Diagnose norm pathologies. If RBF attention stabilizes training or fixes weird behaviors, you’ve discovered your model is over‑relying on key norms — perhaps for sinks, perhaps as a crude multi‑head routing signal. You can then:
- add explicit key‑norm penalties inside standard SDPA (via FlexAttention),
- or adjust Q/K normalization and gains rather than rewrite attention wholesale.
Borrow the inductive bias without the kernel tax. Instead of committing to RBF everywhere, you can:
- use a key‑norm score penalty only in early layers,
- or only in modules where you know magnitude bullying is harmful (e.g., cross‑attention over noisy memory). You keep FlashAttention and RoPE for the rest.
Exploit kernelization where it matters. RBF kernels have product‑of‑features representations; works like Performers show how to linearize RBF attention at inference using random features. That suggests a hybrid:
- train with conventional SDPA plus an RBF‑style bias (using flexible kernels),
- then distill or approximate certain heads with linearized RBF for latency‑sensitive serving.

The pattern here is familiar from other transitions (e.g., from naive PyTorch ops to custom CUDA, or from dense matmuls to sparsity): the “new” method is initially most powerful as a way to see what the old method was secretly doing, not as a wholesale drop‑in.

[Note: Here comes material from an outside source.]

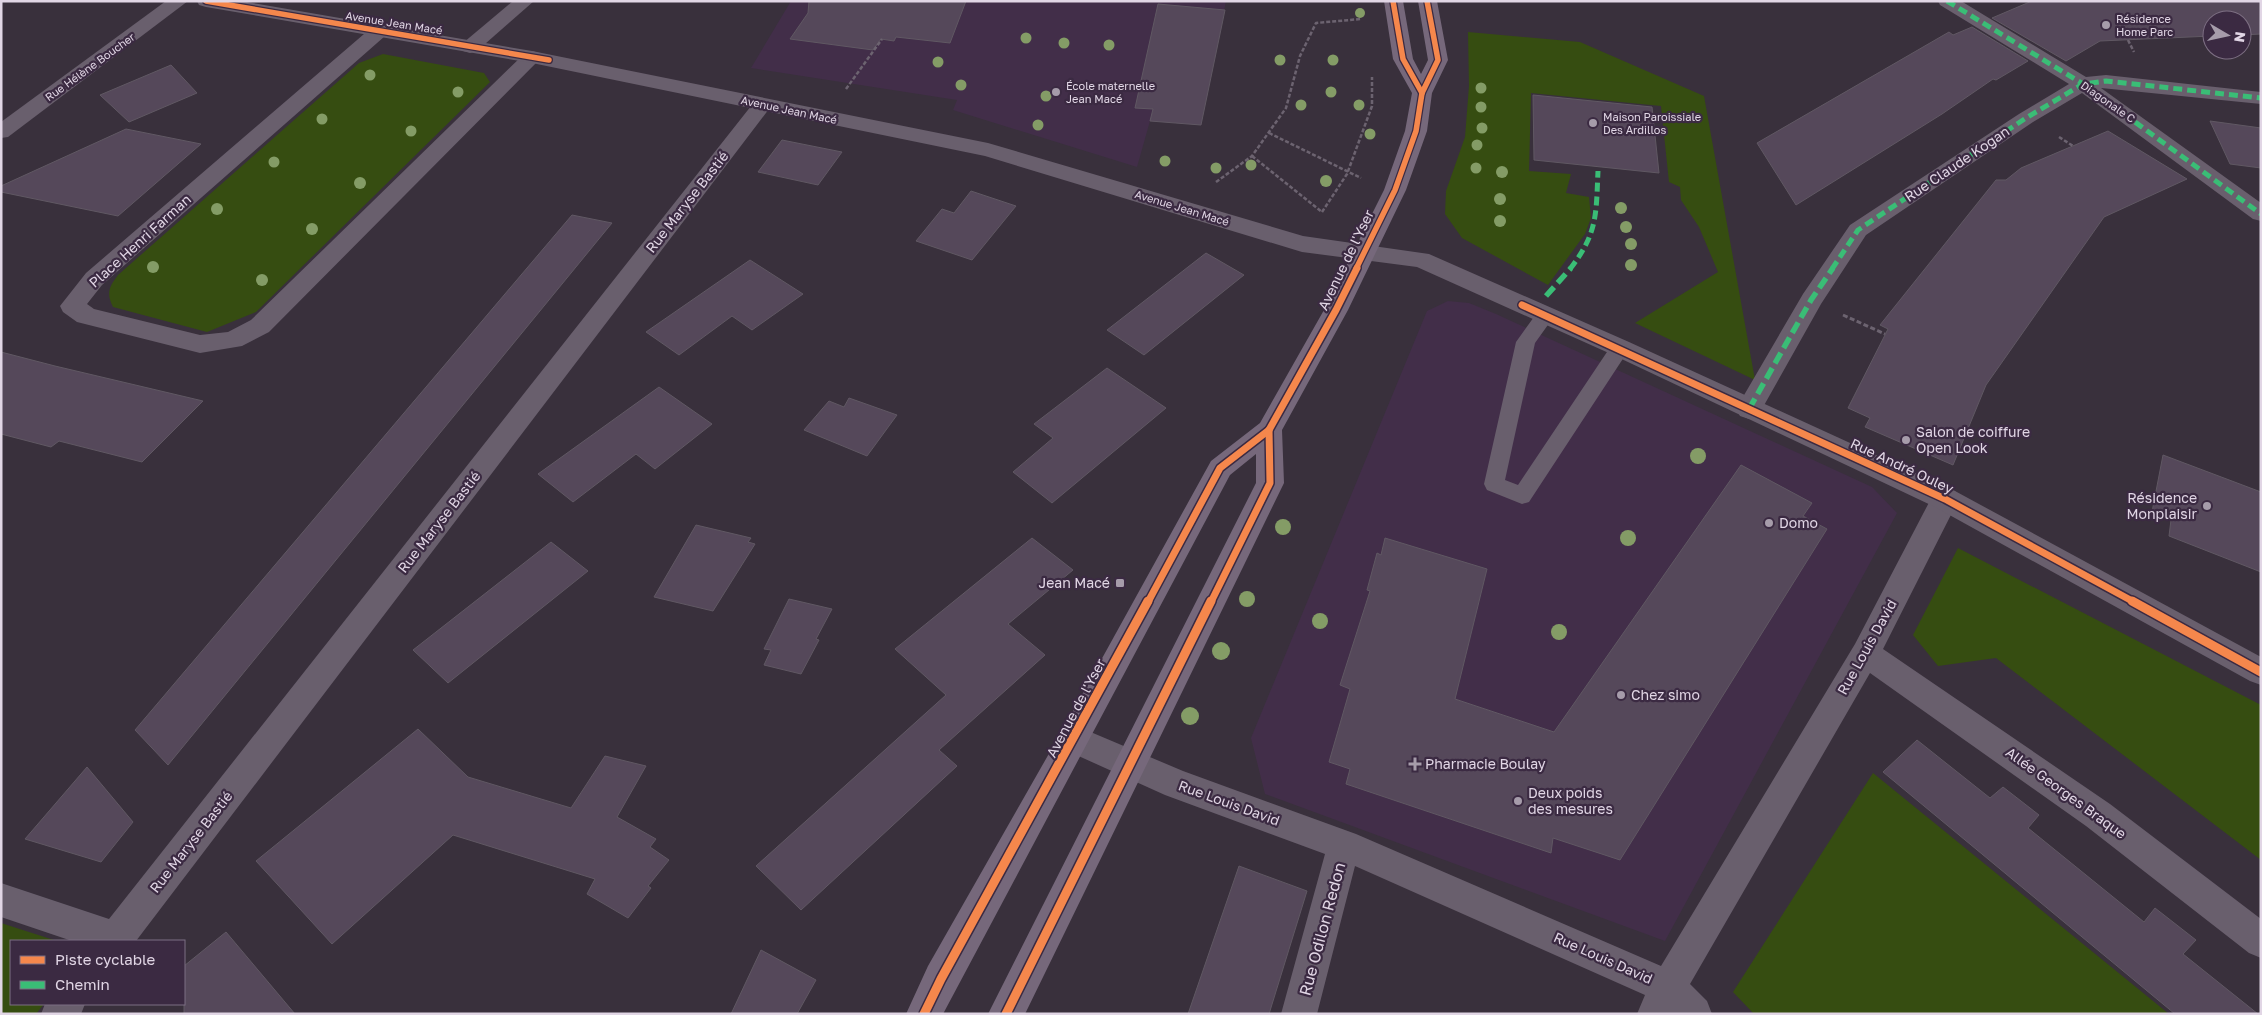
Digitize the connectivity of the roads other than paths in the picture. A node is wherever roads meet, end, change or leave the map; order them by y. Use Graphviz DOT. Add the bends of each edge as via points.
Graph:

With RBF attention, that secret is simple: dot‑product attention is already a geometry over norms, we just hid the policy choice (how much to reward big keys) behind opaque training dynamics and hardware‑driven assumptions.

Key Takeaways

RBF attention is algebra, not magic. It’s mathematically equivalent to dot‑product attention with a per‑key squared‑L2 penalty; you can implement that directly in SDPA‑compatible kernels.
The geometry you change is norm geometry. Penalizing key norms removes “magnitude bullying” and built‑in attention sinks, biasing the model toward more metrically local behavior.
The engineering cost is real. RoPE, FlashAttention, and much of the current stack are tuned for dot products; swapping metrics drags in new positional schemes, register tokens, and custom Triton attention kernels.
Treat RBF as a diagnostic scalpel. Use it to reveal and then selectively import useful inductive biases, instead of betting your entire model family on a metric swap.
Tooling like FlexAttention is the enabler. The more we can express “dot‑product plus bias” in high‑level code and compile to fused kernels, the less the hardware lottery will dictate which attention geometries we’re allowed to explore.